* [MATERIAL FOR THIS TASK]:

═══

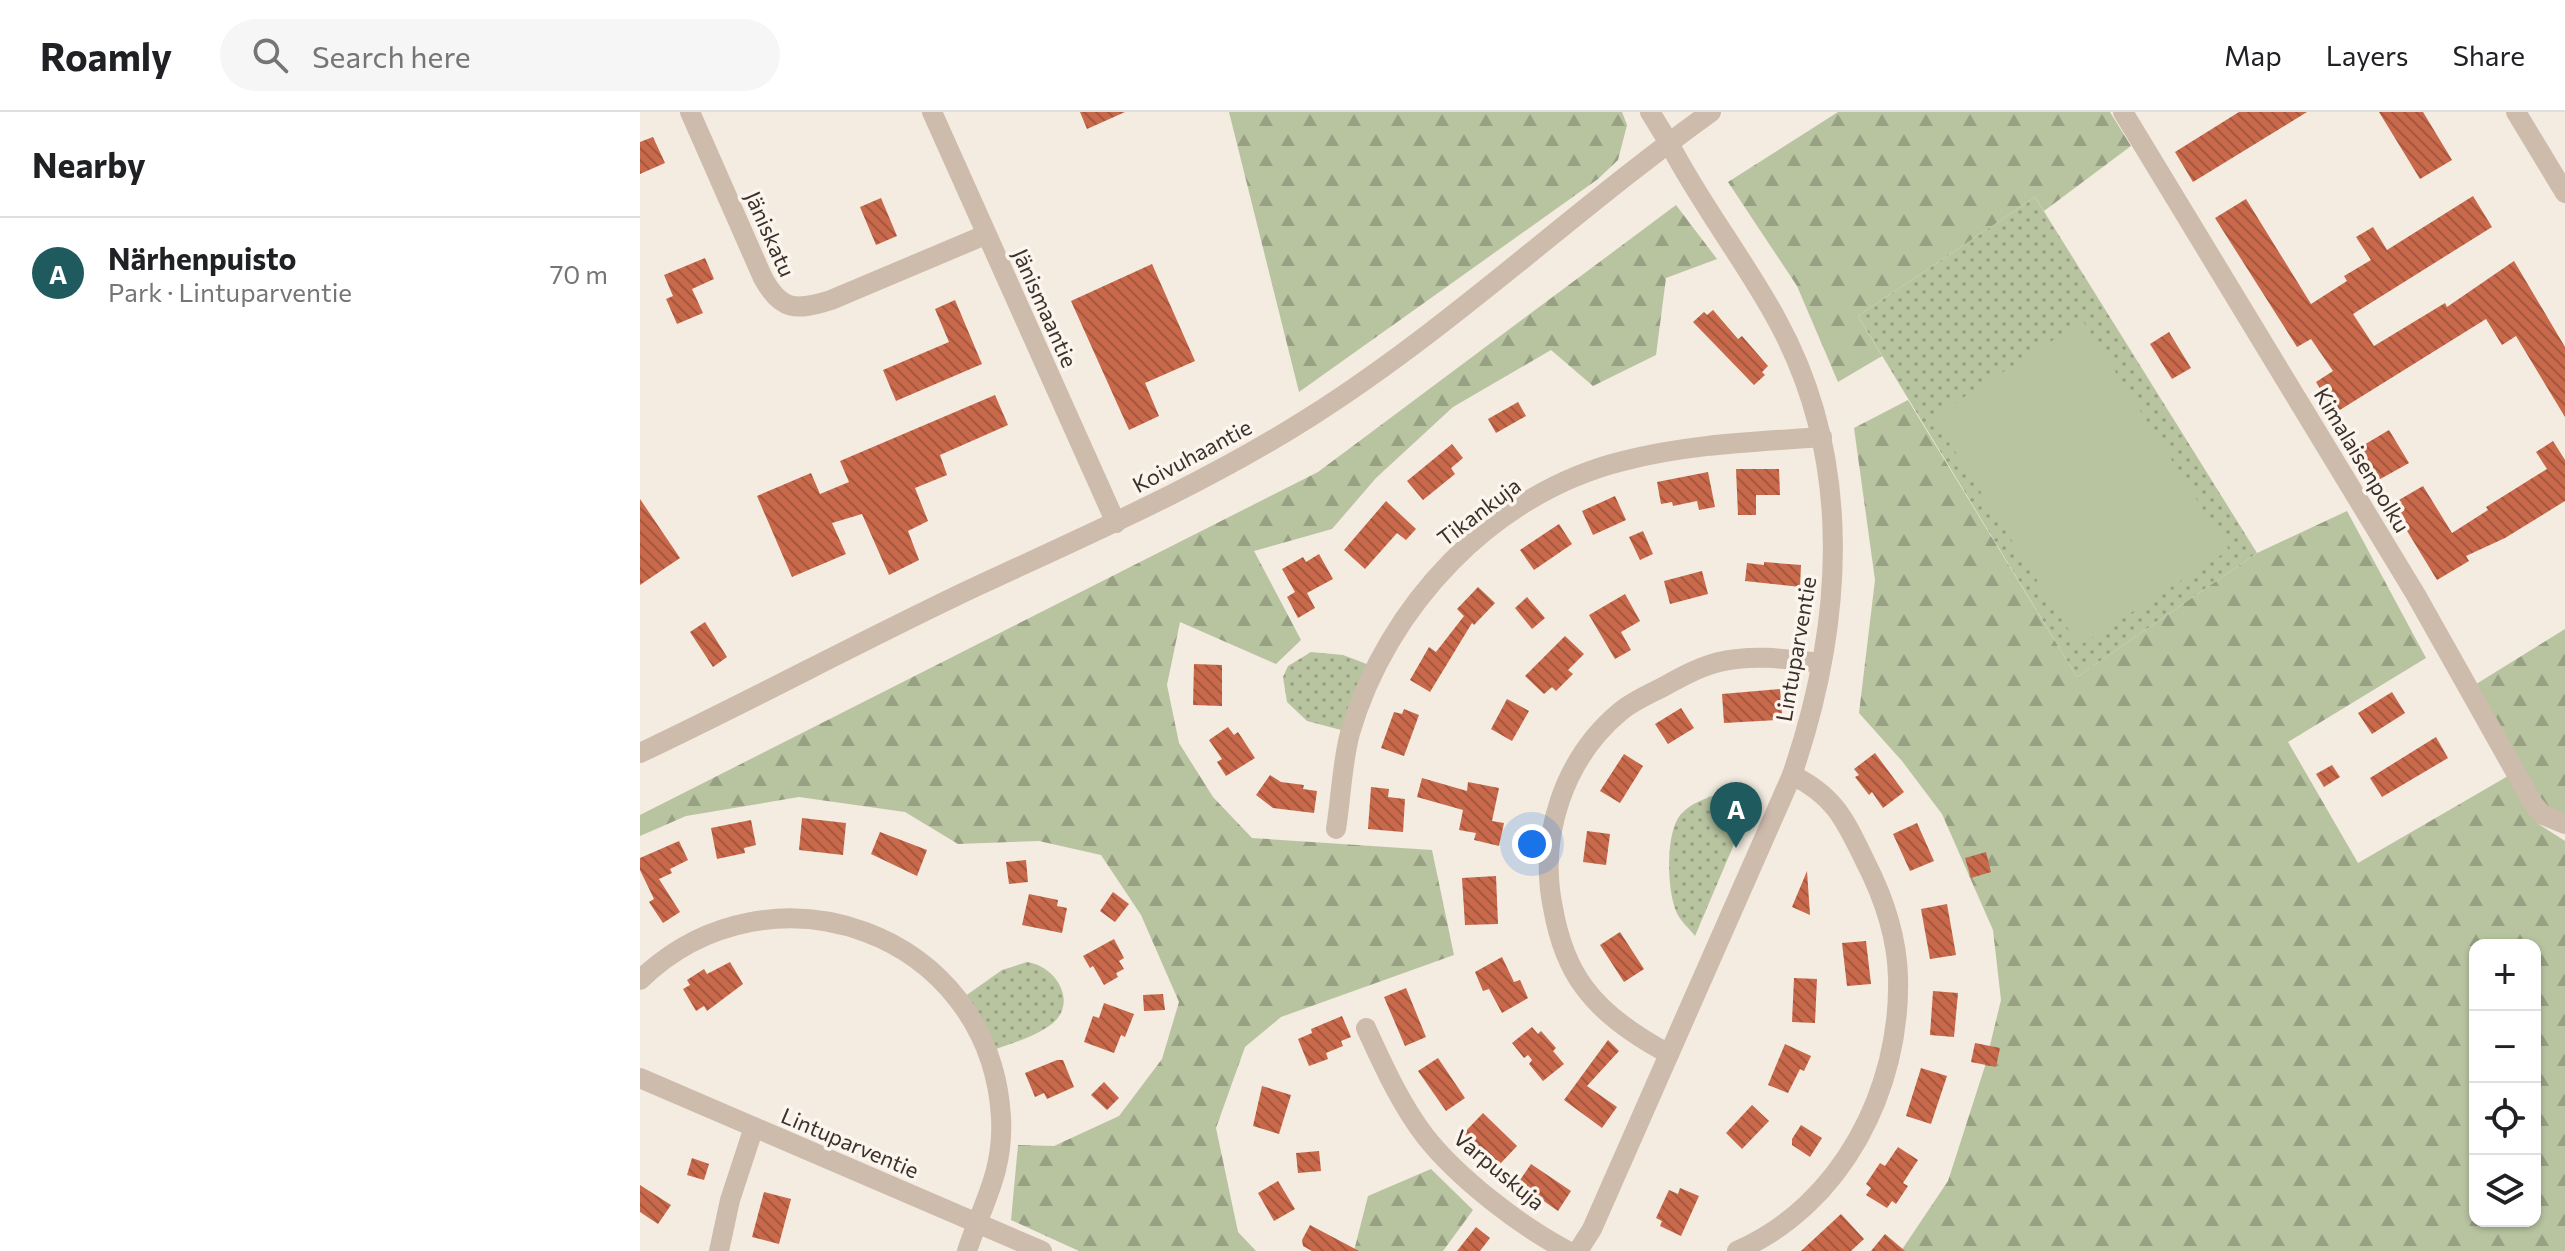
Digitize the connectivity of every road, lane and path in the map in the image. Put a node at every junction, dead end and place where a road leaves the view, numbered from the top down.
1 (690, 112) edge
2 (932, 112) edge
3 (1650, 112) edge
4 (1711, 112) edge
5 (2123, 112) edge
6 (2516, 112) edge
7 (1669, 143) junction
8 (2565, 193) edge
9 (985, 235) junction
10 (1822, 437) junction
11 (1116, 523) junction
12 (1821, 663) junction
13 (640, 753) edge
14 (1792, 775) junction
15 (2565, 824) edge
16 (1336, 829) dead end
17 (640, 980) edge
18 (1366, 1028) dead end
19 (1669, 1054) junction
20 (640, 1078) edge
21 (754, 1127) junction
22 (977, 1223) junction
23 (719, 1251) edge
24 (967, 1251) edge
25 (1042, 1251) edge
26 (1568, 1251) edge
27 (1578, 1251) edge
28 (1737, 1251) edge

1 - 9 street, Jäniskatu
2 - 9 street, Jänismaantie
3 - 7 street, Lintuparventie
4 - 7 street, Koivuhaantie
5 - 15 street, Kimalaisenpolku
6 - 8 street
7 - 10 street, Lintuparventie
7 - 11 street, Koivuhaantie
9 - 11 street, Jänismaantie
10 - 12 street, Lintuparventie
10 - 16 street, Tikankuja
11 - 13 street, Koivuhaantie
12 - 14 street, Lintuparventie
12 - 19 street
14 - 19 street, Lintuparventie
14 - 28 street
17 - 22 street
18 - 26 street, Varpuskuja
19 - 27 street, Lintuparventie
20 - 21 street, Lintuparventie
21 - 22 street, Lintuparventie
21 - 23 street
22 - 24 street
22 - 25 street, Lintuparventie

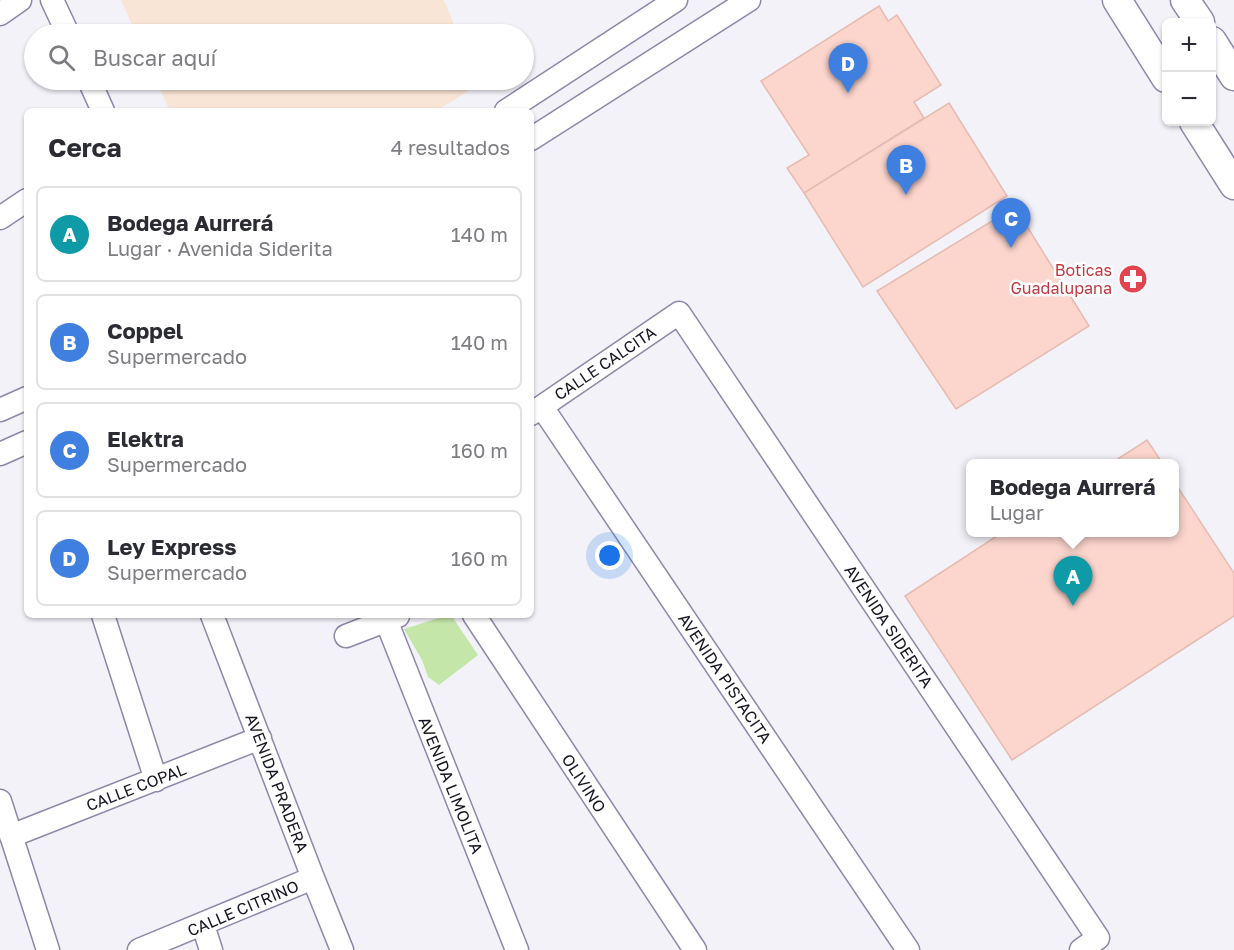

═══

* [WORK INSTRUCTION]: Search the listing above for lines containing "Jänismaantie", and copy them.

* [ANSWER AREA]:
2 - 9 street, Jänismaantie
9 - 11 street, Jänismaantie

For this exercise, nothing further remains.